Unify and upload hub weights for unclip text to image and image variation

williamberman commented 1 year ago

Is your feature request related to a problem? Please describe. We don't currently have a canonical hub upload under the kakaobrain org for the image variation weight i.e. the tests currently use fusing/karlo-image-variations-diffusers.

Describe the solution you'd like Update the https://huggingface.co/kakaobrain/karlo-v1-alpha weights so they can be used for the image variation pipeline.

Will add feature_extractor and image_encoder, and hence require an _ignore_dirs variable on the text to image pipeline so errors aren't logged on pipeline load.

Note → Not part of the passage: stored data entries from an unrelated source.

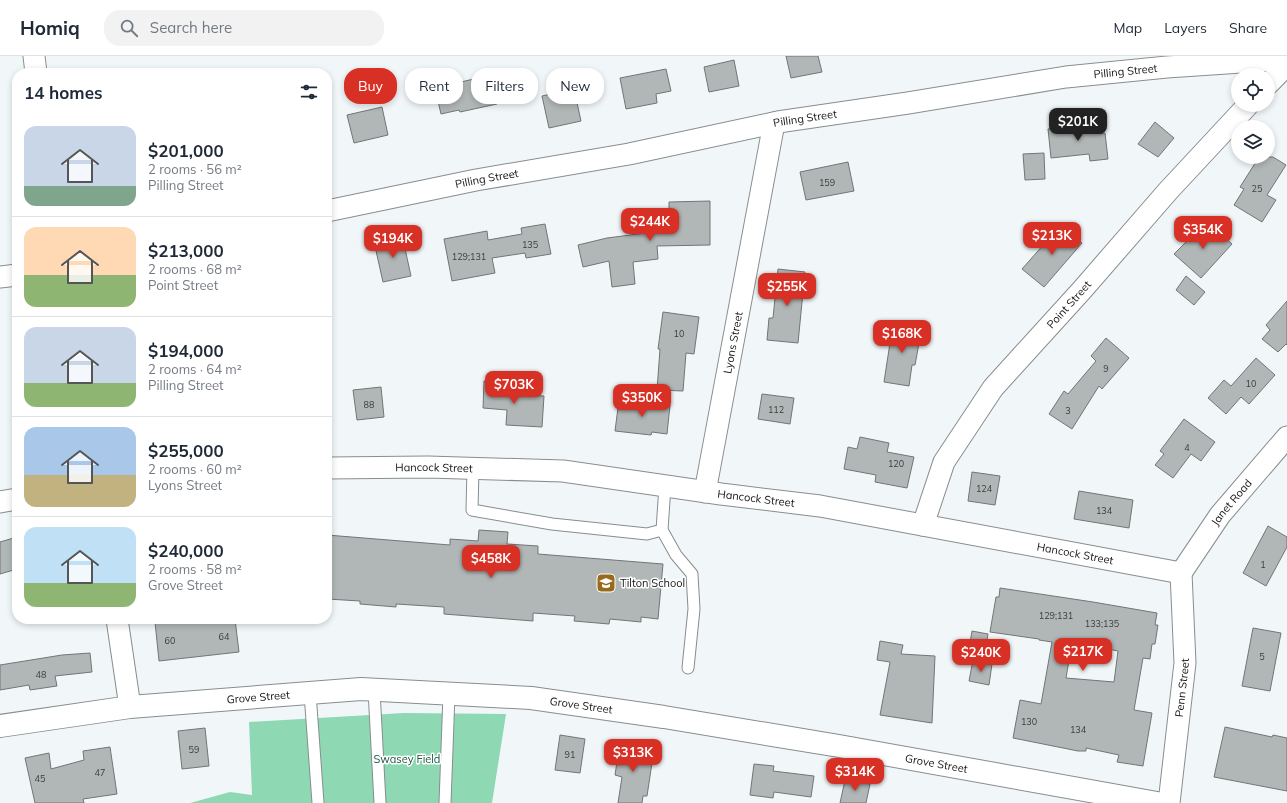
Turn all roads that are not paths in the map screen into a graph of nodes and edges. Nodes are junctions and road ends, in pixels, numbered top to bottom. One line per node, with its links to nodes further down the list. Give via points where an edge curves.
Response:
1 (34, 56): 4 (street)
2 (1287, 59): 7 (street, Pilling Street, via 1066,77)
3 (1287, 65): 5 (street)
4 (35, 68)
5 (1275, 77)
6 (1241, 112): 18 (street, Point Street, via 993,388 944,462)
7 (774, 123): 8 (street, Pilling Street, via 629,154 476,180); 15 (street, Lyons Street)
8 (332, 210)
9 (12, 276): 10 (street)
10 (0, 277)
11 (1284, 445): 20 (street, Janet Road, via 1220,515)
12 (332, 468): 13 (street, Hancock Street)
13 (473, 468): 14 (street, Hancock Street, via 563,471); 19 (lane, via 472,510 552,524 647,534)
14 (665, 486): 15 (street, Hancock Street); 19 (lane)
15 (705, 492): 18 (street, Hancock Street, via 820,506)
16 (12, 500): 17 (street)
17 (0, 502)
18 (923, 525): 20 (street, Hancock Street)
19 (662, 530): 22 (lane, via 676,555 692,574 694,609)
20 (1181, 573): 32 (street, Penn Street, via 1185,663)
21 (118, 624): 26 (street)
22 (688, 668)
23 (374, 690): 24 (street, Grove Street); 25 (street, Grove Street); 29 (lane)
24 (310, 693): 26 (street, Grove Street); 28 (lane)
25 (449, 694): 30 (lane); 31 (street, Grove Street, via 531,698 664,717)
26 (130, 707): 27 (street, Grove Street)
27 (0, 726)
28 (318, 803)
29 (380, 803)
30 (445, 803)
31 (1157, 803)
32 (1169, 803)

averad commented 1 year ago

https://huggingface.co/kakaobrain/karlo-v1-alpha/discussions

williamberman commented 1 year ago

Hey @averad are you linking to a specific discussion on the hub relevant to the issue? I'm not sure I see what in particular you're linking to, thanks!

williamberman commented 1 year ago

Thoughts on cleanly combining multiple pipelines in the same hub repository:

Note that this is different than combining multiple weight loading formats/datatypes for the same pipeline i.e. safetensors/fp16. Multiple weights formats/datatypes can be handled by file naming convention.

Tl;dr Allow model_index.json to specify multiple config dicts for multiple different pipelines.

Our original thought for combining the two Karlo pipelines in the same repository was to upload all the modules to the same repository, combine all module specifications in the same model_index.json file, and add class variables on both pipelines that would specify which modules to ignore in model_index.json and not load when pulling the repo.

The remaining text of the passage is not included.